I swore off seed oils about 5 years ago and replaced with saturated. I lost a lot of weight. I've heard it takes 7 years to get your omega-6 levels back to normal when you do so. I still eat some mono unsaturated but I don't heat it over 300F if I do and usually just olive oil for salad dressing. Once in a while I still eat crap when I'm at family's or out with friends because I'm not that guy who complains about food. I will mention it though so hopefully others can learn but I don't belabor the point because most really don't want to hear it. I dropped transfats maybe 30 years ago as much as possible.
336   stereotomy   2025 Nov 1, 7:34pm  

Maga_Chaos_Monkey says

I swore off seed oils about 5 years ago and replaced with saturated. I lost a lot of weight. I've heard it takes 7 years to get your omega-6 levels back to normal when you do so. I still eat some mono unsaturated but I don't heat it over 300F if I do and usually just olive oil for salad dressing. Once in a while I still eat crap when I'm at family's or out with friends because I'm not that guy who complains about food. I will mention it though so hopefully others can learn but I don't belabor the point because most really don't want to hear it. I dropped transfats maybe 30 years ago as much as possible.

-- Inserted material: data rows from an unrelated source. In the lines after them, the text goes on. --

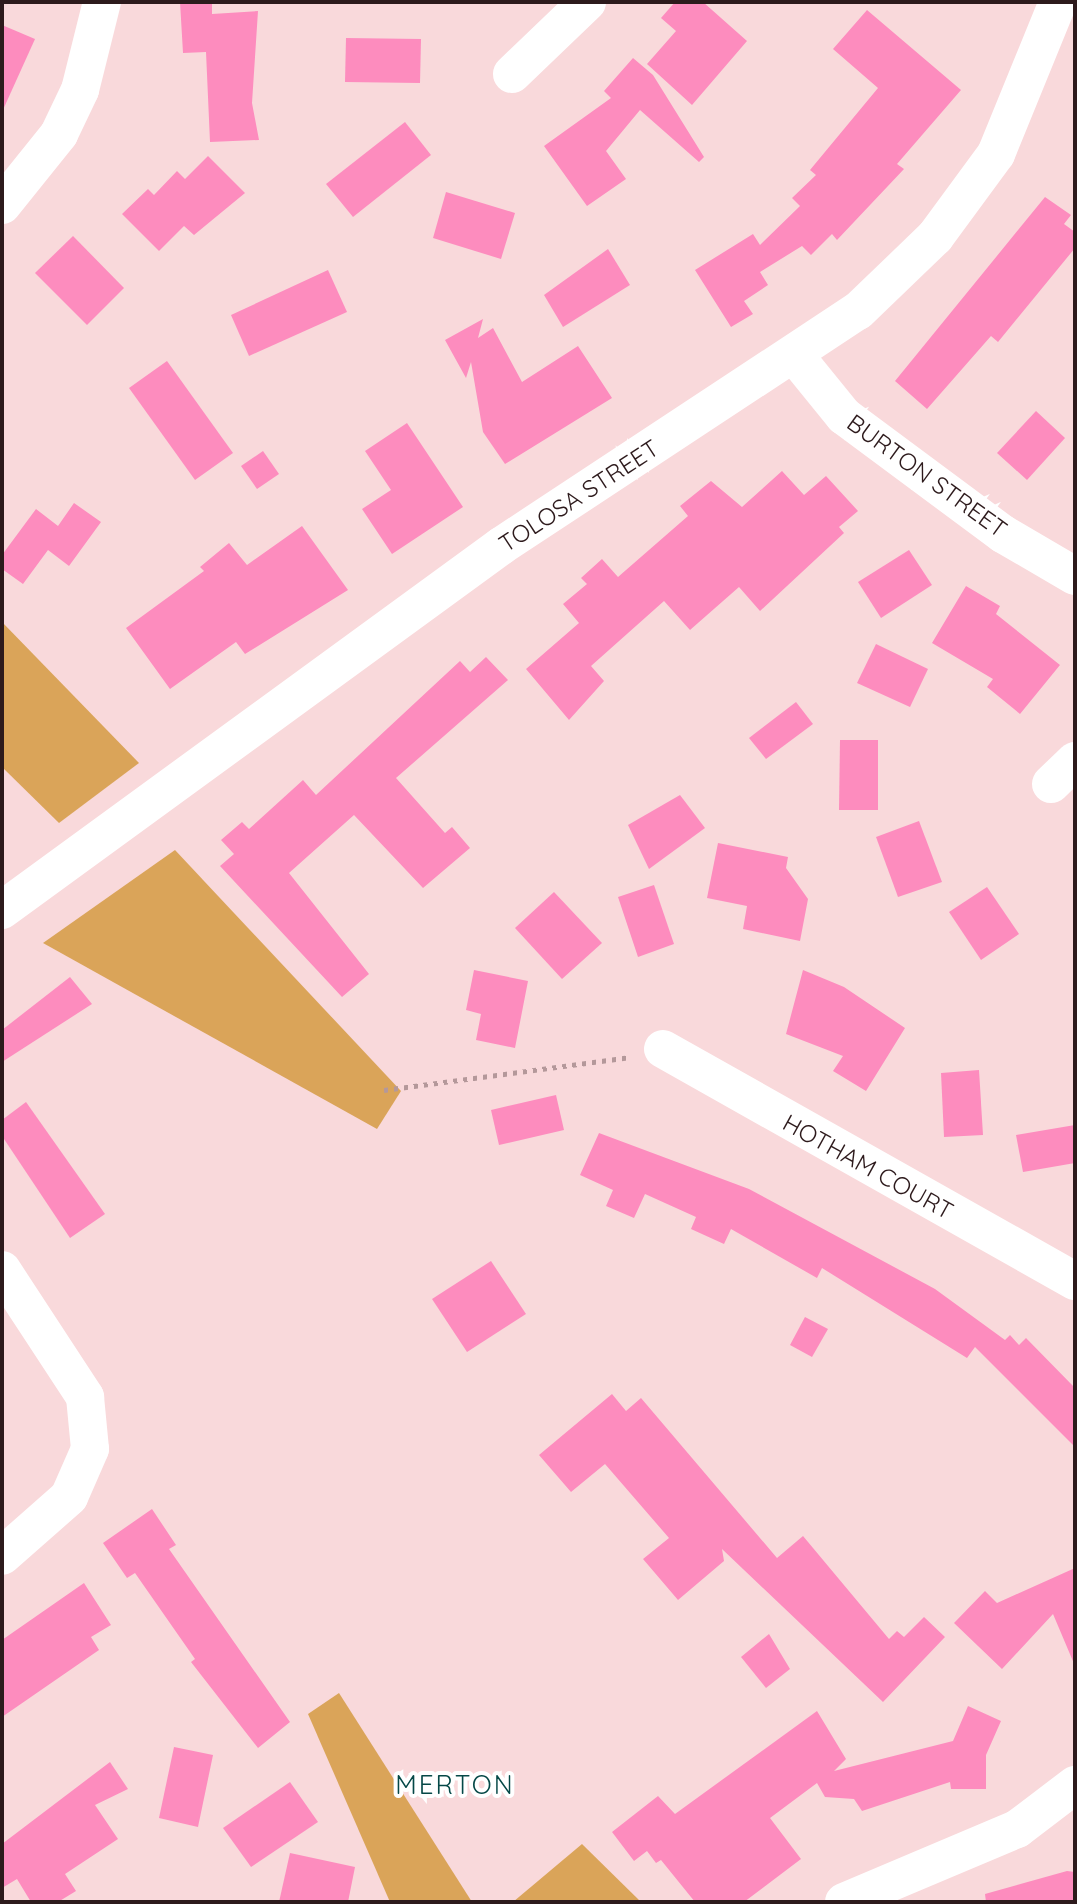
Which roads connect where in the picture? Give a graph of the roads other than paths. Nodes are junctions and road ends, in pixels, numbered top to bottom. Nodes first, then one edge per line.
1 (102, 2) edge
2 (587, 2) edge
3 (1058, 2) edge
4 (512, 74) dead end
5 (2, 205) edge
6 (796, 357) junction
7 (1075, 576) edge
8 (2, 910) edge
9 (663, 1049) road end
10 (2, 1270) edge
11 (1075, 1281) edge
12 (2, 1556) edge
13 (1075, 1785) edge
14 (844, 1902) edge

1 - 5 street
2 - 4 street
3 - 6 street, TOLOSA STREET
6 - 7 street, BURTON STREET
6 - 8 street, TOLOSA STREET
9 - 11 street, HOTHAM COURT
10 - 12 street
13 - 14 street

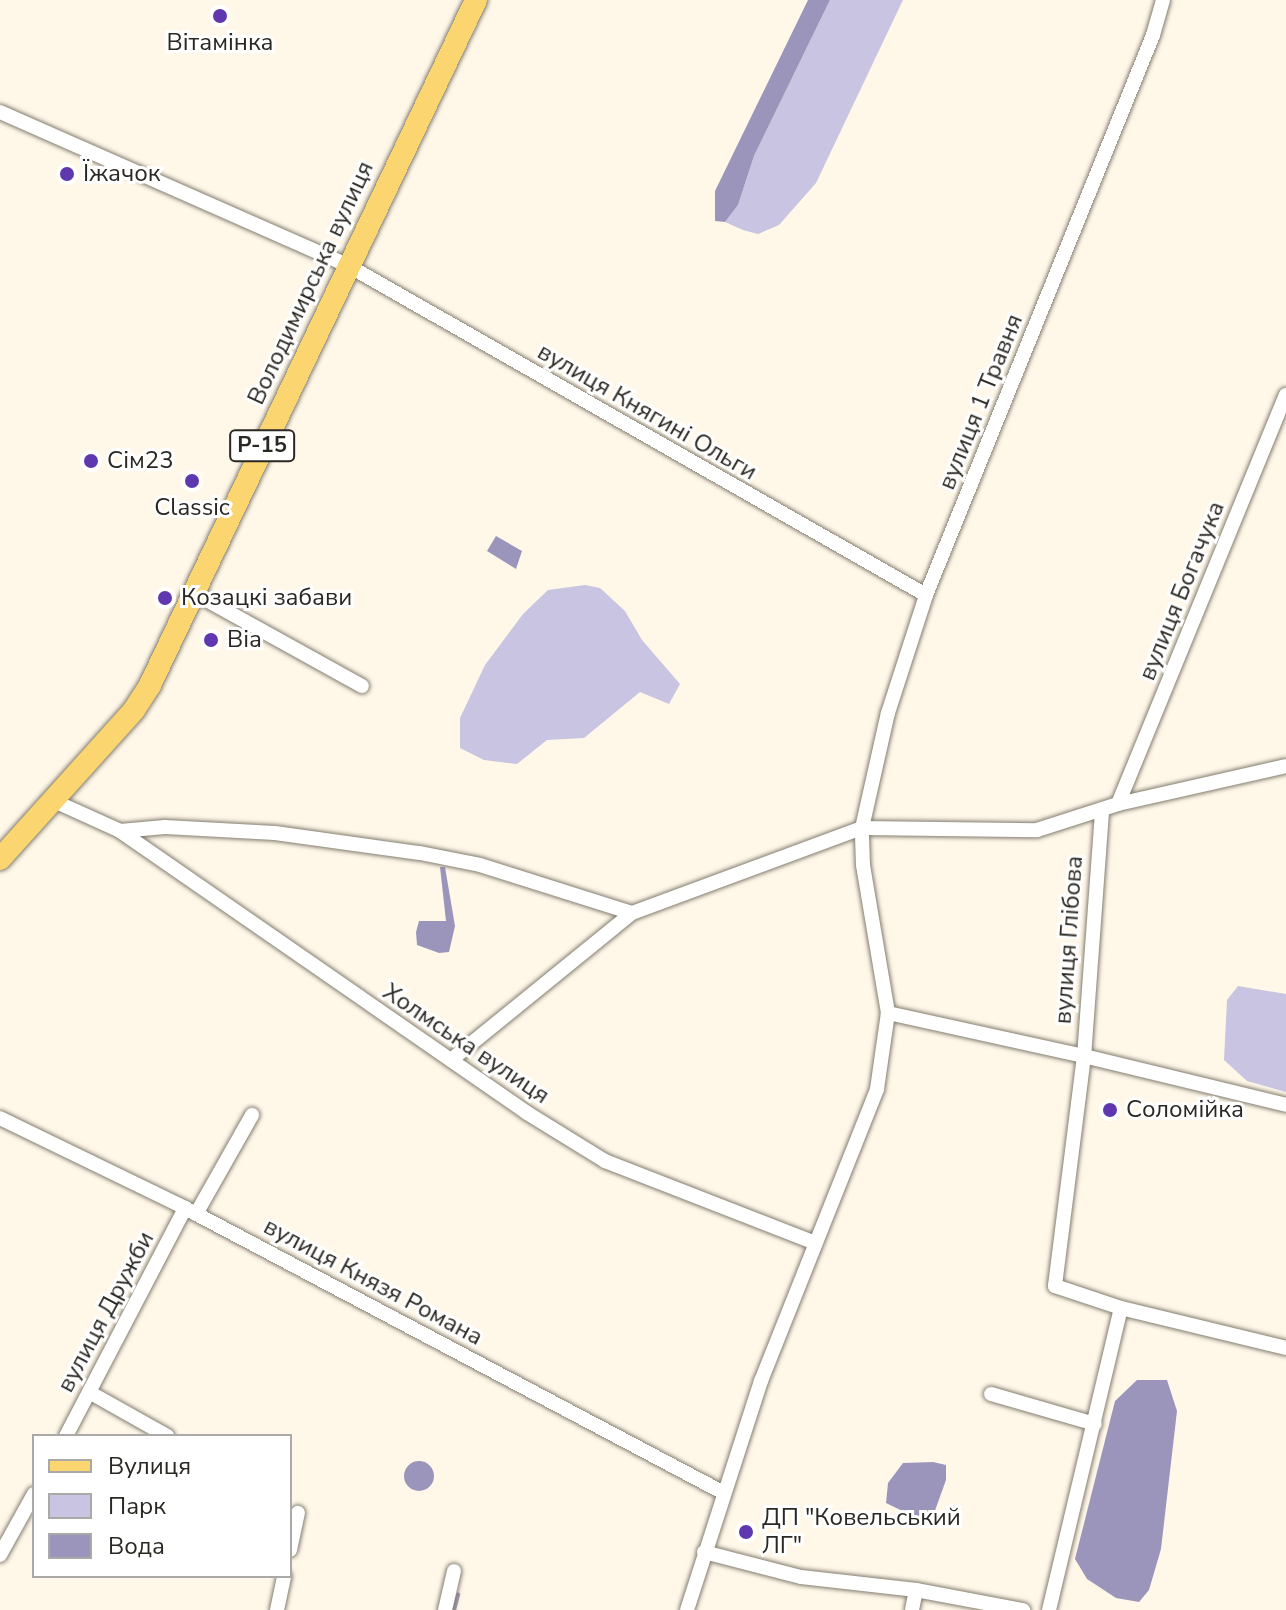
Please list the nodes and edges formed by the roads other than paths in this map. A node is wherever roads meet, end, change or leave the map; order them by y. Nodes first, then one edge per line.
1 (476, 0) edge
2 (1163, 0) edge
3 (0, 112) edge
4 (347, 265) junction
5 (1286, 395) edge
6 (194, 593) junction
7 (926, 595) junction
8 (362, 686) dead end
9 (1286, 766) edge
10 (54, 801) junction
11 (1118, 804) junction
12 (1102, 812) junction
13 (862, 828) junction
14 (120, 831) junction
15 (0, 859) edge
16 (632, 913) junction
17 (888, 1013) junction
18 (1084, 1056) junction
19 (451, 1060) junction
20 (1286, 1105) edge
21 (252, 1115) dead end
22 (0, 1118) edge
23 (191, 1211) junction
24 (815, 1243) junction
25 (1121, 1308) junction
26 (1286, 1348) edge
27 (89, 1392) junction
28 (991, 1394) dead end
29 (1095, 1424) junction
30 (67, 1434) edge
31 (163, 1434) edge
32 (722, 1492) junction
33 (32, 1498) edge
34 (298, 1513) dead end
35 (292, 1541) edge
36 (704, 1552) junction
37 (0, 1555) edge
38 (454, 1571) dead end
39 (284, 1578) edge
40 (916, 1590) junction
41 (277, 1610) edge
42 (445, 1610) edge
43 (687, 1610) edge
44 (912, 1610) edge
45 (1023, 1610) edge
46 (1049, 1610) edge

1 - 4 main road, Володимирська вулиця / Р-15
2 - 7 street, вулиця 1 Травня
3 - 4 street, вулиця Княгині Ольги
4 - 6 main road, Володимирська вулиця / Р-15
4 - 7 street, вулиця Княгині Ольги
5 - 11 street, вулиця Богачука
6 - 8 street
6 - 10 main road, Володимирська вулиця / Р-15
7 - 13 street, вулиця 1 Травня
9 - 11 street
10 - 14 street, Холмська вулиця
10 - 15 main road, Володимирська вулиця / Р-15
11 - 12 street
12 - 13 street
12 - 18 street, вулиця Глібова
13 - 16 street
13 - 17 street
14 - 16 street
14 - 19 street, Холмська вулиця
16 - 19 street
17 - 18 street
17 - 24 street
18 - 20 street, вулиця Глібова
18 - 25 street
19 - 24 street, Холмська вулиця
21 - 23 street, вулиця Дружби
22 - 23 street, вулиця Князя Романа
23 - 27 street, вулиця Дружби
23 - 32 street, вулиця Князя Романа
24 - 32 street
25 - 26 street
25 - 29 street
27 - 30 street, вулиця Дружби
27 - 31 street
28 - 29 street
29 - 46 street
32 - 36 street
33 - 37 street
34 - 35 street
36 - 40 street
36 - 43 street
38 - 42 street
39 - 41 street
40 - 44 street
40 - 45 street

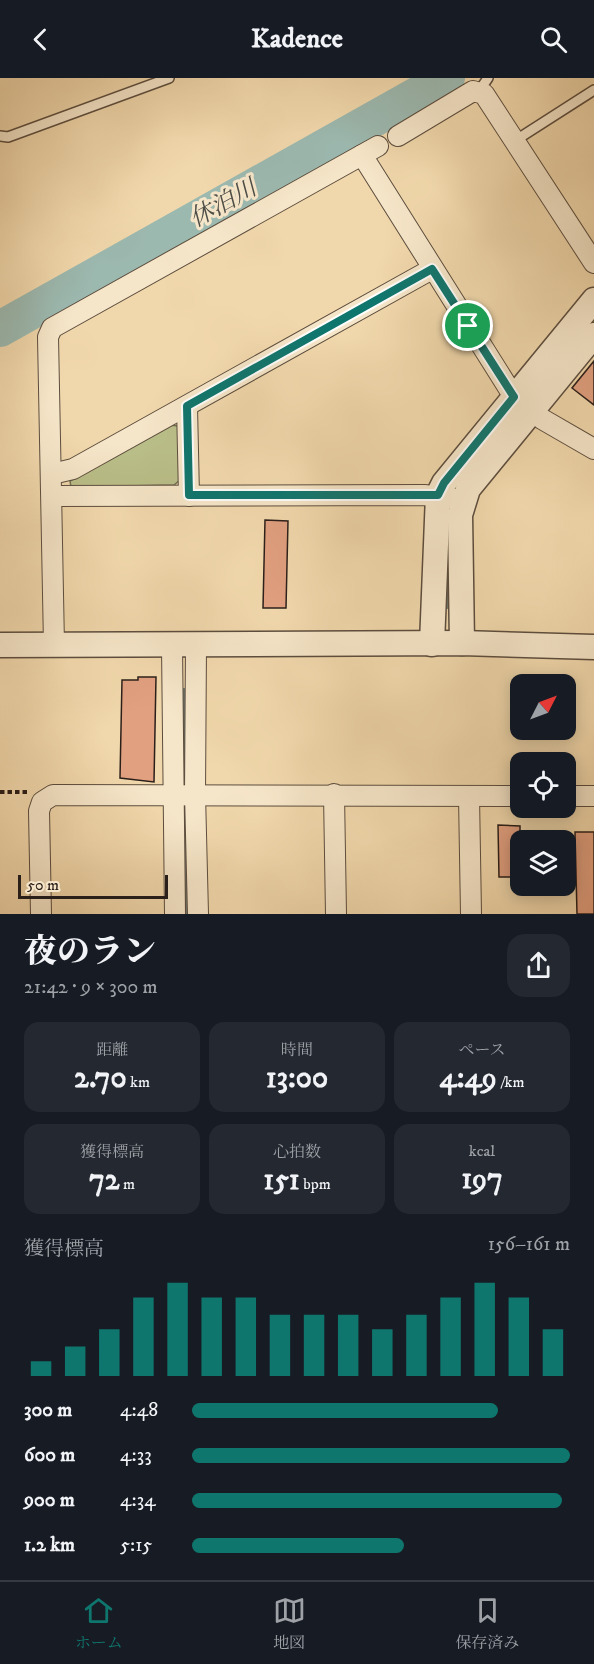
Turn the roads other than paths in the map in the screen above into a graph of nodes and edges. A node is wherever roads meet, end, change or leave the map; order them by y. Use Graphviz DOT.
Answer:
graph roads {
  1 [pos="169,78"];
  2 [pos="484,85"];
  3 [pos="594,90"];
  4 [pos="0,136"];
  5 [pos="398,136"];
  6 [pos="516,140"];
  7 [pos="594,263"];
  8 [pos="432,269"];
  9 [pos="594,300"];
  10 [pos="594,335"];
  11 [pos="523,404"];
  12 [pos="187,406"];
  13 [pos="594,449"];
  14 [pos="52,474"];
  15 [pos="189,495"];
  16 [pos="438,495"];
  17 [pos="53,496"];
  18 [pos="463,500"];
  19 [pos="462,643"];
  20 [pos="432,644"];
  21 [pos="0,645"];
  22 [pos="54,645"];
  23 [pos="172,646"];
  24 [pos="196,646"];
  25 [pos="594,647"];
  26 [pos="172,794"];
  27 [pos="195,794"];
  28 [pos="334,794"];
  29 [pos="469,796"];
  30 [pos="510,796"];
  31 [pos="576,796"];
  32 [pos="594,796"];
  33 [pos="41,914"];
  34 [pos="175,914"];
  35 [pos="198,914"];
  36 [pos="336,914"];
  37 [pos="471,914"];
  1 -- 4 [label="lane"];
  2 -- 5 [label="street"];
  2 -- 6 [label="street"];
  3 -- 6 [label="lane"];
  6 -- 7 [label="street"];
  8 -- 11 [label="street"];
  8 -- 12 [label="street"];
  8 -- 14 [label="street"];
  9 -- 11 [label="street"];
  10 -- 11 [label="street"];
  11 -- 13 [label="street"];
  11 -- 16 [label="street"];
  11 -- 18 [label="street"];
  12 -- 14 [label="street"];
  12 -- 15 [label="street"];
  14 -- 17 [label="street"];
  15 -- 16 [label="street"];
  15 -- 17 [label="street"];
  16 -- 18 [label="street"];
  16 -- 20 [label="street"];
  17 -- 22 [label="street"];
  18 -- 19 [label="street"];
  19 -- 20 [label="street"];
  19 -- 25 [label="street"];
  20 -- 24 [label="street"];
  21 -- 22 [label="street"];
  22 -- 23 [label="street"];
  23 -- 24 [label="street"];
  23 -- 26 [label="street"];
  24 -- 27 [label="street"];
  26 -- 27 [label="street"];
  26 -- 33 [label="street"];
  26 -- 34 [label="street"];
  27 -- 28 [label="street"];
  27 -- 35 [label="street"];
  28 -- 29 [label="street"];
  28 -- 36 [label="street"];
  29 -- 30 [label="street"];
  29 -- 37 [label="street"];
  31 -- 32 [label="street"];
}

Same here, except for about 20 years. 100% gras fed red meat (like our ancestors ate) is the shit. When I first started buying it in 2010 it was $7 a pound for 80% ground beef. Now it's $9.30 a pound, but considering feedlot meat went up a lot more just goes to show that finding sustainable family farms and building long term relationships pays dividends.
337   mell   2025 Nov 2, 9:52am  

Haven't seen any study which links moderate seed oil consumption to dangerous inflammation. Omega 6 is converted to arachidonic acid (but in very small amounts) which helps with exercise and muscle building, reduces inflammation in some ways and increases it in others. While I'm all for a healthy omega 3 to 6 ratio (favoring omega 3s), nobody in this thread has provided any evidence of seed oils to be hazardous. @patrick the study is from 1988 and very poorly worded. According to it a balanced diet of both achieves the same "protective" effects.
338   mell   2025 Nov 2, 9:58am  

For example Walnuts have more Omega 6 than 3 but are very rich in Omega 3s for a plant based food, lower triglycerides and are considered very healthy, containing Vit. E, selenium, polyphenols and more. We don't use seed oils for cooking (rarely for baking) and often buy chips fried with Avocado oil etc. but I don't think you need to completely cut them out.
339   Maga_Chaos_Monkey   2025 Nov 2, 10:11am  

Right, I don't think it's possible to cut them out entirely at least not easily and they are required, just not in the crazy amounts they are in processed food today. That lady doc in the video I posted in the other thread even went after Avocado oil claiming toxics forming if you use them to fry things. All I've heard mainstream the last few years is it's a great replacement frying oil.

I too have been buying chips fried in Avocado oil. I found some chips online fried in beef tallow I would have tried out but it's like 75 cents a chip and the reviews complain of open bags, crushed chips etc., so I passed on those.